In my last column, I wrote: “The seeds of longleaf pine have to be exposed to fire before they will germinate.” One of our readers quickly let me know that longleaf pine certainly did not require fire to germinate and he has 25 acres of longleaf that has not seen fire to prove it.  

The paragraphs below come straight from U.S. Department of Agriculture Forest Service, “Agriculture Handbook 654 Silvics of North America:”

“Seedling Development — Longleaf pine differs from other Southern pines in that seeds germinate soon after they are dispersed. Given optimum conditions, seeds germinate in less than a week after they reach the ground. Prompt germination reduces the period of exposure to seed predators, but newly germinated seedlings are susceptible to damage or loss from animals, diseases and weather uncertainties, which may include high fall temperatures, drought or extreme cold with a risk of frost heaving in heavy soils (11).

“Seeds require contact with mineral soil for satisfactory germination and establishment. Longleaf seeds, with their large wings, cannot easily reach mineral soil through a heavy cover of grass and litter. The accumulated material must be removed before seedfall, either mechanically or by burning. Burning within a year of seedfall normally provides an adequate seedbed.

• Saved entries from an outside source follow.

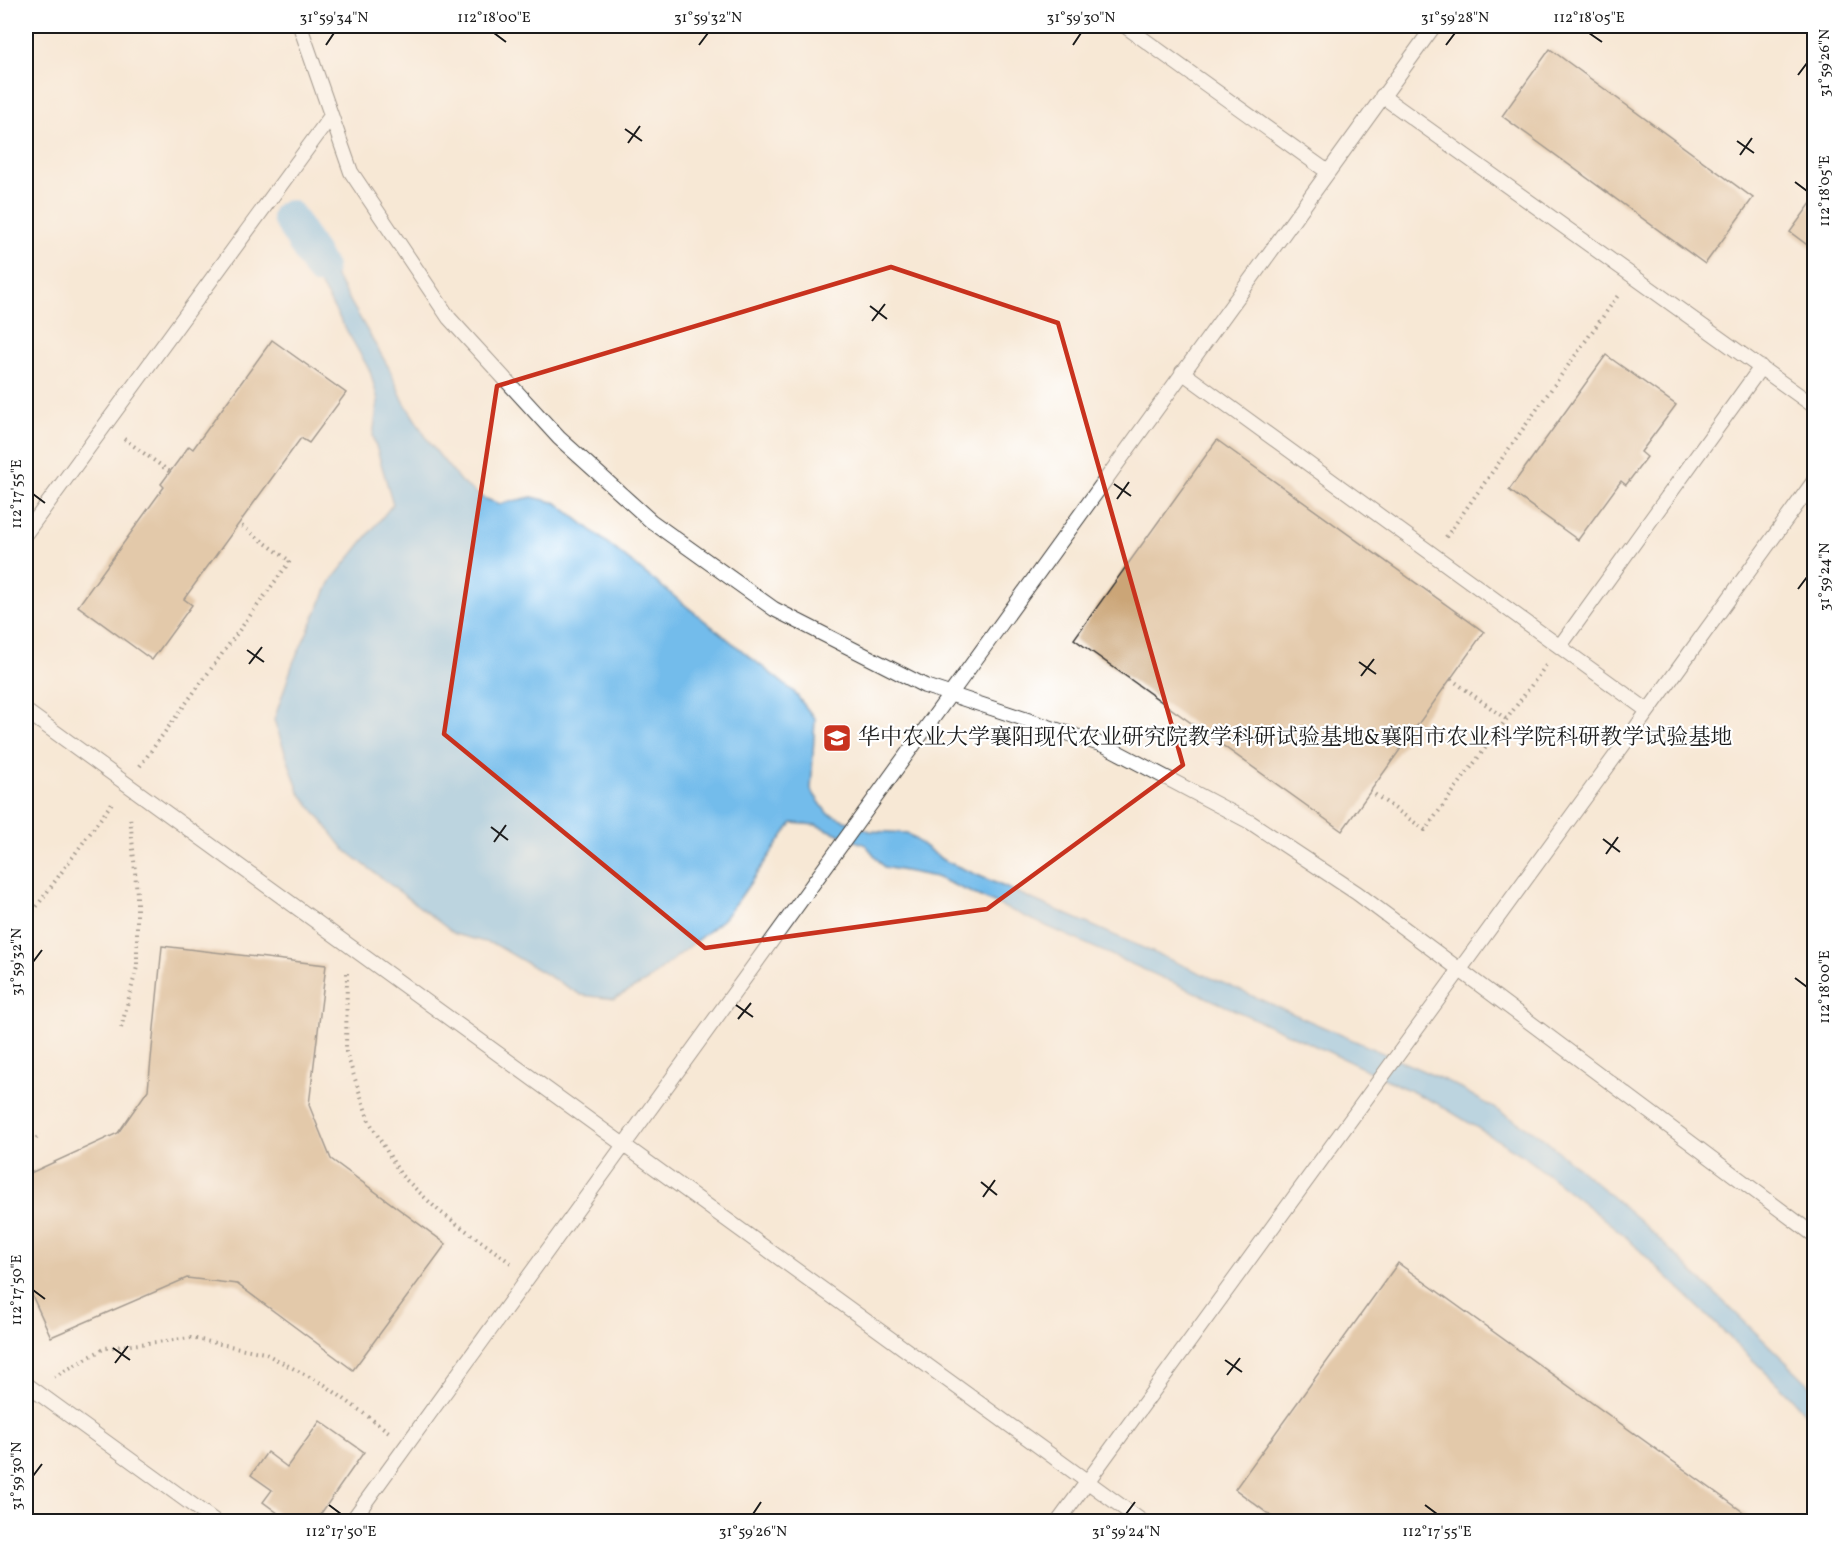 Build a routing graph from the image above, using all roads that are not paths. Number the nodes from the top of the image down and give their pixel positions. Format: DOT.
graph roads {
  1 [pos="300,26"];
  2 [pos="1125,26"];
  3 [pos="1434,26"];
  4 [pos="1382,96"];
  5 [pos="331,116"];
  6 [pos="1328,172"];
  7 [pos="1761,367"];
  8 [pos="1182,372"];
  9 [pos="1815,406"];
  10 [pos="1815,481"];
  11 [pos="26,533"];
  12 [pos="1560,646"];
  13 [pos="949,694"];
  14 [pos="26,711"];
  15 [pos="1648,711"];
  16 [pos="1459,969"];
  17 [pos="623,1144"];
  18 [pos="1815,1235"];
  19 [pos="29,1387"];
  20 [pos="1088,1481"];
  21 [pos="216,1521"];
  22 [pos="351,1521"];
  23 [pos="1058,1521"];
  24 [pos="1143,1521"];
  1 -- 5 [label="lane"];
  2 -- 6 [label="lane"];
  3 -- 4 [label="lane"];
  4 -- 6 [label="lane"];
  4 -- 7 [label="lane"];
  5 -- 11 [label="lane"];
  5 -- 13 [label="lane"];
  6 -- 8 [label="lane"];
  7 -- 9 [label="lane"];
  7 -- 12 [label="lane"];
  8 -- 12 [label="lane"];
  8 -- 13 [label="lane"];
  10 -- 15 [label="lane"];
  12 -- 15 [label="lane"];
  13 -- 16 [label="lane"];
  13 -- 17 [label="lane"];
  14 -- 17 [label="lane"];
  15 -- 16 [label="lane"];
  16 -- 18 [label="lane"];
  16 -- 20 [label="lane"];
  17 -- 20 [label="lane"];
  17 -- 22 [label="lane"];
  19 -- 21 [label="lane"];
  20 -- 23 [label="lane"];
  20 -- 24 [label="lane"];
}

Lack of seedbed preparation can result in a regeneration failure.”

So the reader is right. Longleaf does not have to have fire for its seeds to germinate. Fire is just the easiest way for Mother Nature to prepare the seedbed over the 93 million acres that longleaf pine once dominated across the Southeastern United States.

The alternative was teaching 50 million deer to paw at the ground to clear a spot so a squirrel could plant the seed in the paw mark, followed by a beaver to pat the soil down with his tail to get good seed to soil contact. It’s a union contract: Pawers, Placers and Patters Local 308.

People do not have to live in the comfortable Southeast. The Inuit people (Eskimos to the P.C. resistant among you) proved that people can live their entire lives north of the Arctic Circle. Yes, they can. It’s just not the lifestyle most of us prefer. Cabo comes to mind.

None of this changes the point I was trying to make. Cultivating the longleaf pine on military posts within the original range of longleaf pine makes excellent sense, to the point of being a “Duh!”

All we have to put up with is a little smoke from time to time. If that is too much for you to endure, try getting deer, squirrels and beavers to cooperate on just about anything. It’s like herding cats.